Knowing the steps that lie ahead in a typical M&A process allows participants to begin preparing in advance.

Naturally, this preparation means bringing together the relevant documents.

More importantly, it means thinking about your approach to negotiations, questions you’d like to ask during due diligence, and people in your team that will need to be engaged.

What follows is a chronological outline of the M&A process as it happens for most companies. By its nature, this is general - and some steps on the list can occur concurrently - but most deals won’t stray too far from this path.

There’s also some flexibility in the timeline, with more experienced M&A practitioners usually being able to close each step faster than average.

Stages of Mergers and Acquisitions: Steps for Ensuring Deal Success

  1. Creating an acquisition strategy
  2. Building a database of targets
  3. Refining target criteria and evaluating potential target companies
  4. Making initial contact with targets
  5. Evaluating target
  6. Negotiating purchase price/offer
  7. Conducting due diligence
  8. Finalizing purchase and sale contracts
  9. Closing the deal
  10. Integrating the companies
steps in mergers and acquisitions process

1. Creating an acquisition strategy

Buyers must begin by determining what they are hoping to gain from their acquisition; possibilities include:

  • growth
  • exposure to new markets
  • competition elimination
  • lowering costs by tapping into synergies. 

You can read more about acquisition strategies in other DealRoom resources here.

Read also
How to Apply M&A as a Business Growth Strategy
How to Write Effective Business Acquisition Plan [+ Template]

2. Building a long list of targets

With a clear acquisition strategy in place, and a motivation for your deal established, the next step is deal sourcing and origination.

This isn’t as easy as it sounds, as the majority of entrepreneurs and company owners aren’t operating their businesses with the intention of an immediate sale.

There are a range of good sources, from industry association lists and LinkedIn, that can be used to find suitable companies, but the likelihood is that you already have a few in mind.

If you’d like to extend your reach a little bit to find attractive companies outside your immediate orbit, DealRoom has a few guides to aid you in this process.

Read
A beginner’s guide to M&A deal origination
The best strategies for advantageous deal sourcing
Behind the scenes: Effective deal sourcing and closing

3. Refining target criteria and evaluating potential target companies

Once the acquirer has its initial list, it will want to refine the list by establishing criteria for target companies.

Here, corporate development teams will want to consider both deal size and type. As they identify their pillars of criteria, teams should build lists of “A” deals and “C” deals.

An “A” deal would be ideal in terms of both size and strategic fit, as well as being a strong M&A target. The notion behind creating lists of “A” deals and “C” deals is to help the buy-side from getting overly aggressive or paying too much for an acquisition.

Finally, they must take their databases and input them into a data room or project management platform where they can be stored safely, easily organized, and shared. 

4. Making initial contact with targets 

With a long list of potential acquisitions established, it is now the turn of corporate development teams to work the list by approaching companies directly.
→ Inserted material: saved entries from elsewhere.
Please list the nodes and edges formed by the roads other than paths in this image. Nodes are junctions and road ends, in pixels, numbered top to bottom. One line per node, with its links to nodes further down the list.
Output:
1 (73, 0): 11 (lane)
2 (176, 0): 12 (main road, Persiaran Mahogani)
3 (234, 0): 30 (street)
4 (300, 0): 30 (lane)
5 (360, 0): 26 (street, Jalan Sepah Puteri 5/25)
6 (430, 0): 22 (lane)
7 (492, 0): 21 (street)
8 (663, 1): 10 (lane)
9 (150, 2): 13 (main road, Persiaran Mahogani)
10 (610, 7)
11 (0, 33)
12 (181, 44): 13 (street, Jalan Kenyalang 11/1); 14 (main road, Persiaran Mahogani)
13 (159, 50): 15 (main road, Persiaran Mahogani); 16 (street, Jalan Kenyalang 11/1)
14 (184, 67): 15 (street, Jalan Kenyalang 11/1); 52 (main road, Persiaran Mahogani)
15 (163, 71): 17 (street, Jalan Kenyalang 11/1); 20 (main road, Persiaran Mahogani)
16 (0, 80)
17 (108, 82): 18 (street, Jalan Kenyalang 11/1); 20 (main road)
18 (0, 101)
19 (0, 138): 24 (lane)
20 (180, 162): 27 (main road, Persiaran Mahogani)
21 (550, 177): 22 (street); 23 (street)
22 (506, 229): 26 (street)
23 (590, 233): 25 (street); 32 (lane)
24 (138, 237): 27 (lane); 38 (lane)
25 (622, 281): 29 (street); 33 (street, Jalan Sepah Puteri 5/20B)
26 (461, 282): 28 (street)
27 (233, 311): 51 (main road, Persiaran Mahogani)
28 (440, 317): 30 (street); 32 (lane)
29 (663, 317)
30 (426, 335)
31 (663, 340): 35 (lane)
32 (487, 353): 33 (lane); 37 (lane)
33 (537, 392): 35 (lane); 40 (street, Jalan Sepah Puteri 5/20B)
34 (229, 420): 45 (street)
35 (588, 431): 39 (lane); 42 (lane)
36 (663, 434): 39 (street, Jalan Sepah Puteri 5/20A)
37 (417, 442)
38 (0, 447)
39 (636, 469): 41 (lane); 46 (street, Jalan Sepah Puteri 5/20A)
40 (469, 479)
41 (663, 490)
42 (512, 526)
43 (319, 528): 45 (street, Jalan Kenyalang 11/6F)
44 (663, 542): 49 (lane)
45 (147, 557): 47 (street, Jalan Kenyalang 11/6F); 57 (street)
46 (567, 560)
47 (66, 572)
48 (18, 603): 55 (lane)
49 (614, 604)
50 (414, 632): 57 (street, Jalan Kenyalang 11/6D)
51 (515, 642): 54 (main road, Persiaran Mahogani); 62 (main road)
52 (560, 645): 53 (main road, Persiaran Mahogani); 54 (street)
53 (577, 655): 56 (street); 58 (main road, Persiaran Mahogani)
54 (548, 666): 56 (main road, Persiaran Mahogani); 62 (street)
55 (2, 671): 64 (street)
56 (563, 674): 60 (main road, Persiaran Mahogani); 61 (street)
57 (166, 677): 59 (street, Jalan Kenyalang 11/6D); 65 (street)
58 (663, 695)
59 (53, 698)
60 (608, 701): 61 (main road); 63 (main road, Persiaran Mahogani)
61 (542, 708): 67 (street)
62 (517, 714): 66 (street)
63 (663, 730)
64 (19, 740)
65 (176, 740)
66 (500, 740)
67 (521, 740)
The challenge here is to find the right person to speak to.

Depending on the size of the company, this can generally be done through LinkedIn. The best people to approach are:

  • CEOs
  • board members
  • heads of strategy
  • heads of corporate development.

There’s no right or wrong way to approach them, but subtlety rather than directness is usually a good tactic.

Be honest but subtle: Letting them know that your intention is to buy them out risks receiving a blunt response. Be creative with your approach.

5. Evaluating target

When the buy-side connects with the seller, a large portion of the task is to listen in order to gather as much information on the potential sell-side as possible.

After the call, a thorough review of current financial statements, revenue numbers, and KPIs is necessary.

If the acquirer does not have enough data to fully evaluate the target, the next step would be to send the sell-side an initial data request.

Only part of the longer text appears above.